- Task item:
Find the lines below that contain the string "order", count them, and give only the number.

======== Supplied information

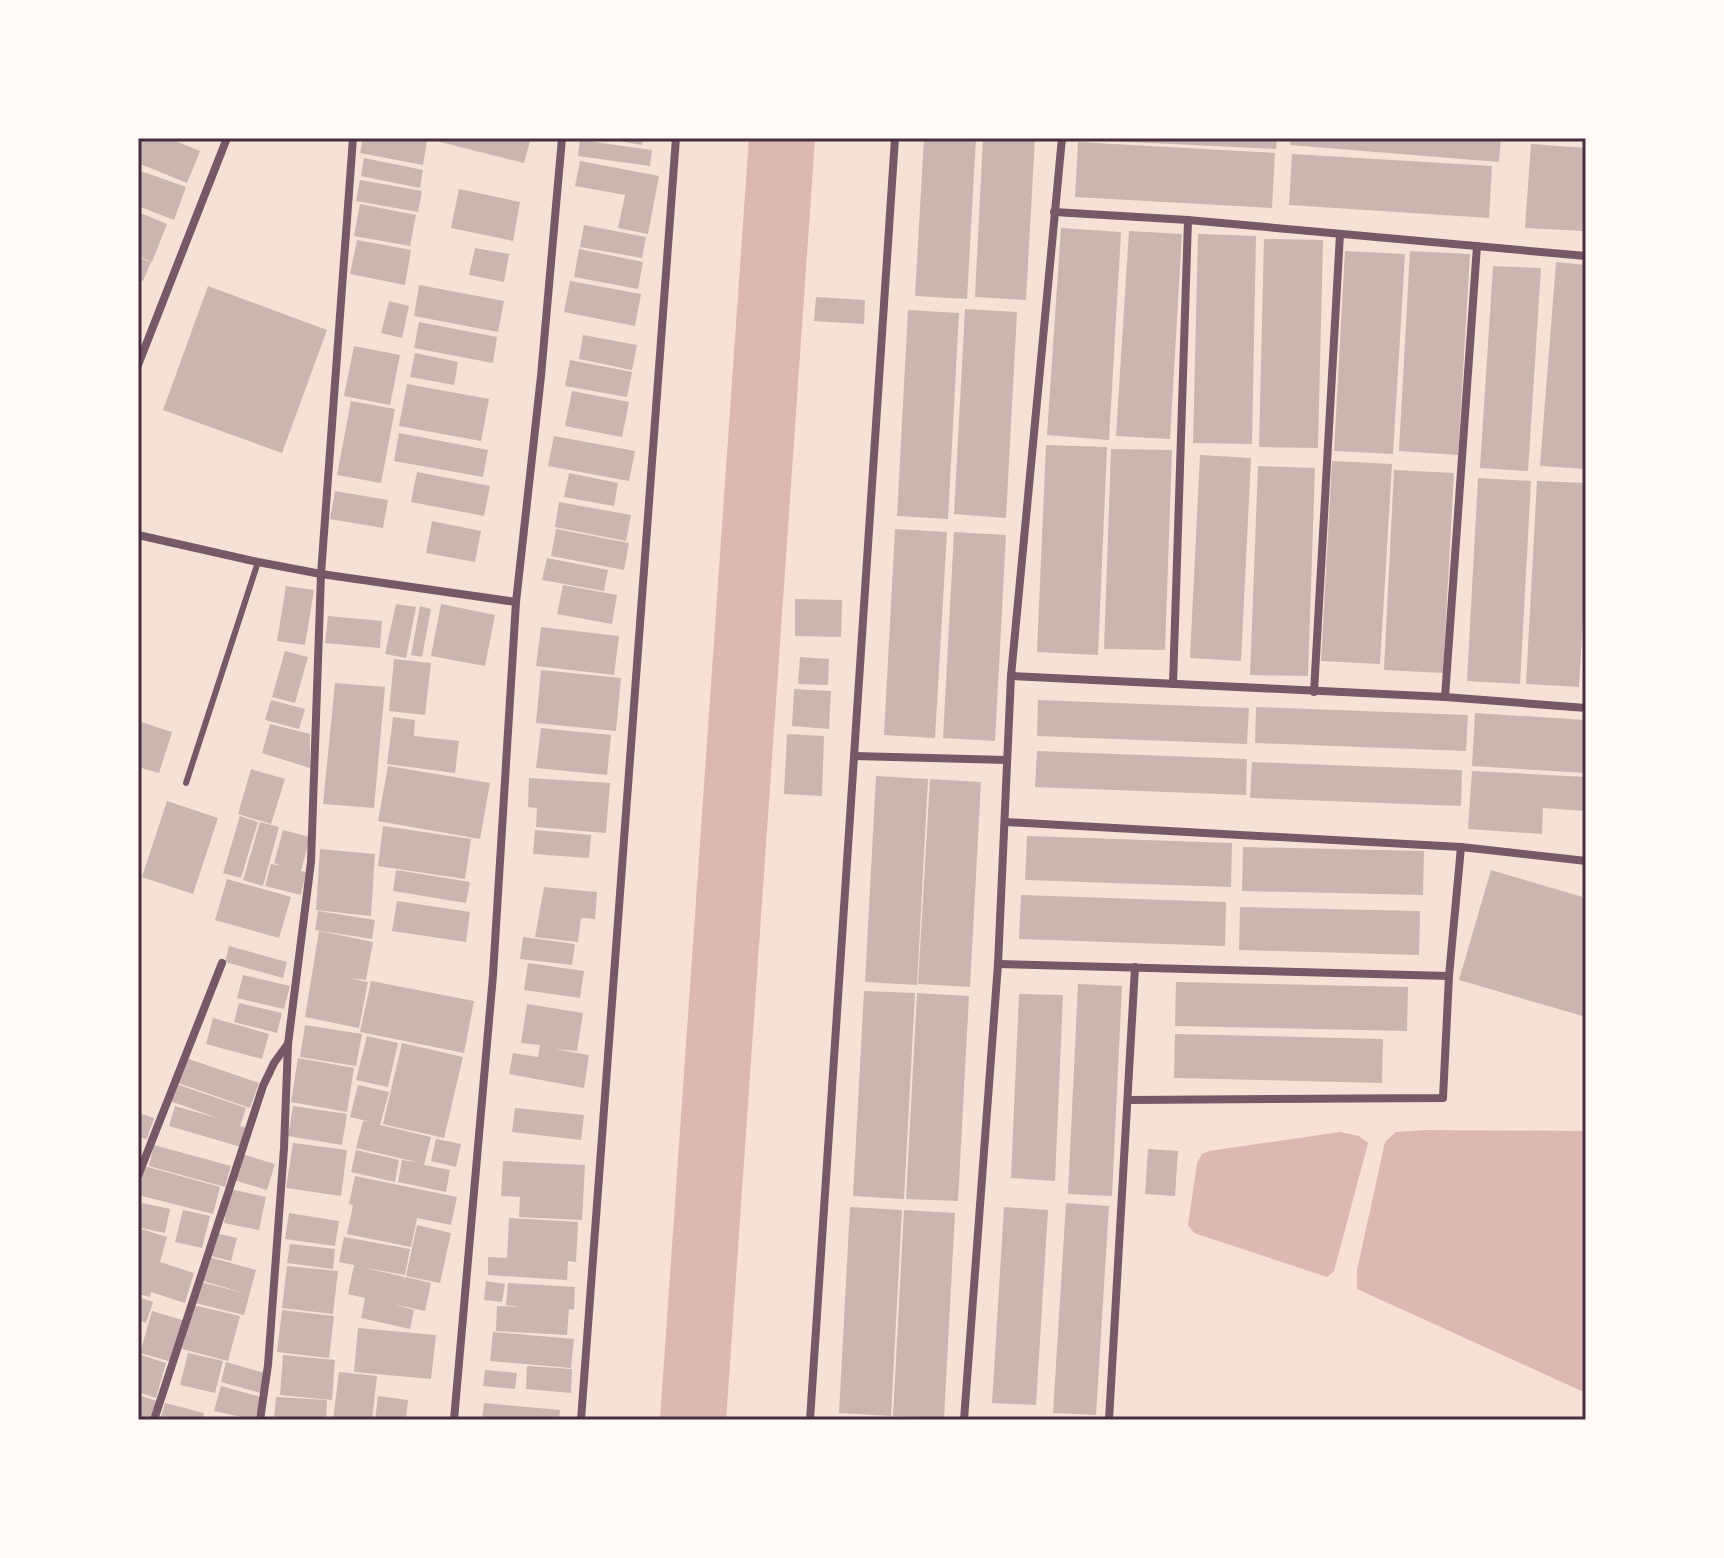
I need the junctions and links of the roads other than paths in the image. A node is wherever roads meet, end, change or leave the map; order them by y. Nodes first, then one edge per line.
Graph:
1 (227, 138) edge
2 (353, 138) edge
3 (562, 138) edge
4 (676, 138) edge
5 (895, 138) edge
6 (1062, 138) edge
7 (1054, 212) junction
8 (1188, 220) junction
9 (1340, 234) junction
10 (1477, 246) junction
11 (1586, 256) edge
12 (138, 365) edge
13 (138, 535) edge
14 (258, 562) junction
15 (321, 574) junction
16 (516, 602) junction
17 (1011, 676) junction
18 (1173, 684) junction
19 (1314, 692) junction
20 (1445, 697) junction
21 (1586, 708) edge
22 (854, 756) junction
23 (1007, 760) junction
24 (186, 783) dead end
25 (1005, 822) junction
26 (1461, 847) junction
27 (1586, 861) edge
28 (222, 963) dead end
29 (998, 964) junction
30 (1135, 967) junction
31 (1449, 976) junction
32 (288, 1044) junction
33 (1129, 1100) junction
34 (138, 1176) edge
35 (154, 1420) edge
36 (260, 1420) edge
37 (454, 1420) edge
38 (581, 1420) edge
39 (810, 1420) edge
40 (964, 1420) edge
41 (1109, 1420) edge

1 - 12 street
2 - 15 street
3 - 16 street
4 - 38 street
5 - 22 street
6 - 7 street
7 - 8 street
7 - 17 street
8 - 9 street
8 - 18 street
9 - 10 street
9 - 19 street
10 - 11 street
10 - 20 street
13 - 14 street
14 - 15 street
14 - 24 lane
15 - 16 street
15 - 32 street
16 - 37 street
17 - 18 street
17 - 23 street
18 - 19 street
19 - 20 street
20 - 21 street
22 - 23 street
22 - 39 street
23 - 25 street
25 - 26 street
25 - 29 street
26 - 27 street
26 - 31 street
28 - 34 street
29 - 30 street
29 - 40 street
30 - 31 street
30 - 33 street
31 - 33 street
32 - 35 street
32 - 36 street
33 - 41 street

================
======== Supplied information

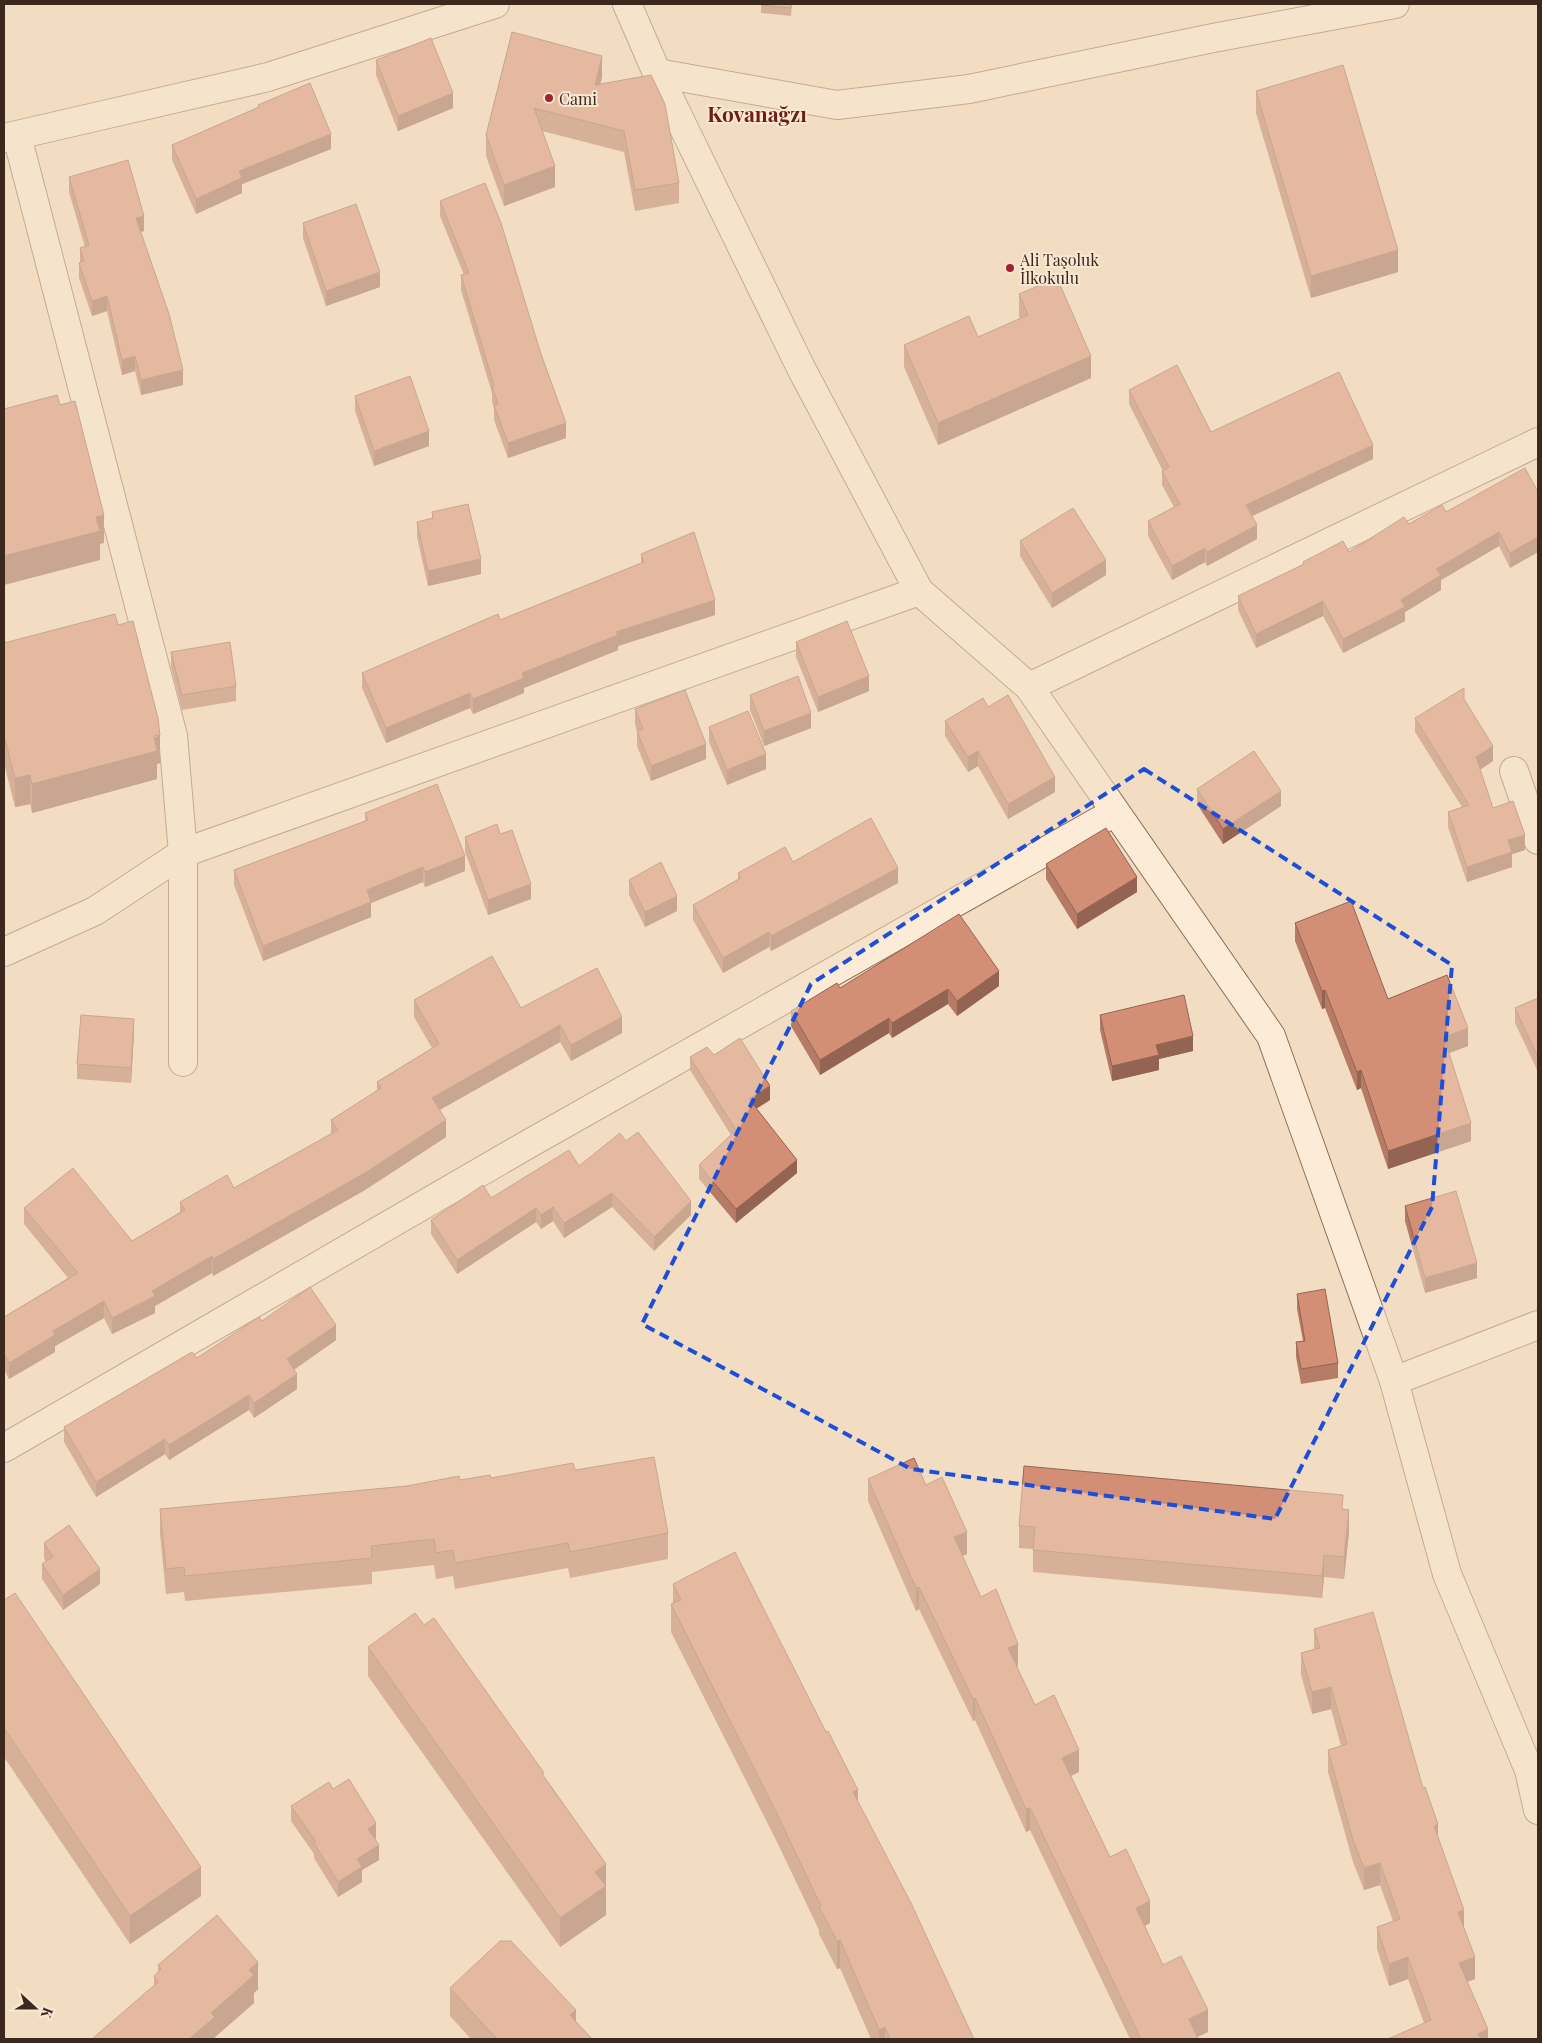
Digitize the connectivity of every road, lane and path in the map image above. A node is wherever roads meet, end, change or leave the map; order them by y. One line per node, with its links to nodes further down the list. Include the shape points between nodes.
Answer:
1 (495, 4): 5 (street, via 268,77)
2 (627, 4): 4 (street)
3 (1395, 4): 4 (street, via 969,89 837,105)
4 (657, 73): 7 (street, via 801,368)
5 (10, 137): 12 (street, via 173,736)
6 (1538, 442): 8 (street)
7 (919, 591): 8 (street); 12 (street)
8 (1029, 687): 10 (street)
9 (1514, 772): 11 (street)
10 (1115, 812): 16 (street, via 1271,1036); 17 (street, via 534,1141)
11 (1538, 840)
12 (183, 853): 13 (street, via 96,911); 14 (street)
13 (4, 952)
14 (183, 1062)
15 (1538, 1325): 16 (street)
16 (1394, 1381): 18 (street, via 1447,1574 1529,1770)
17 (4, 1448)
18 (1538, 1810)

================

- Expected answer:
2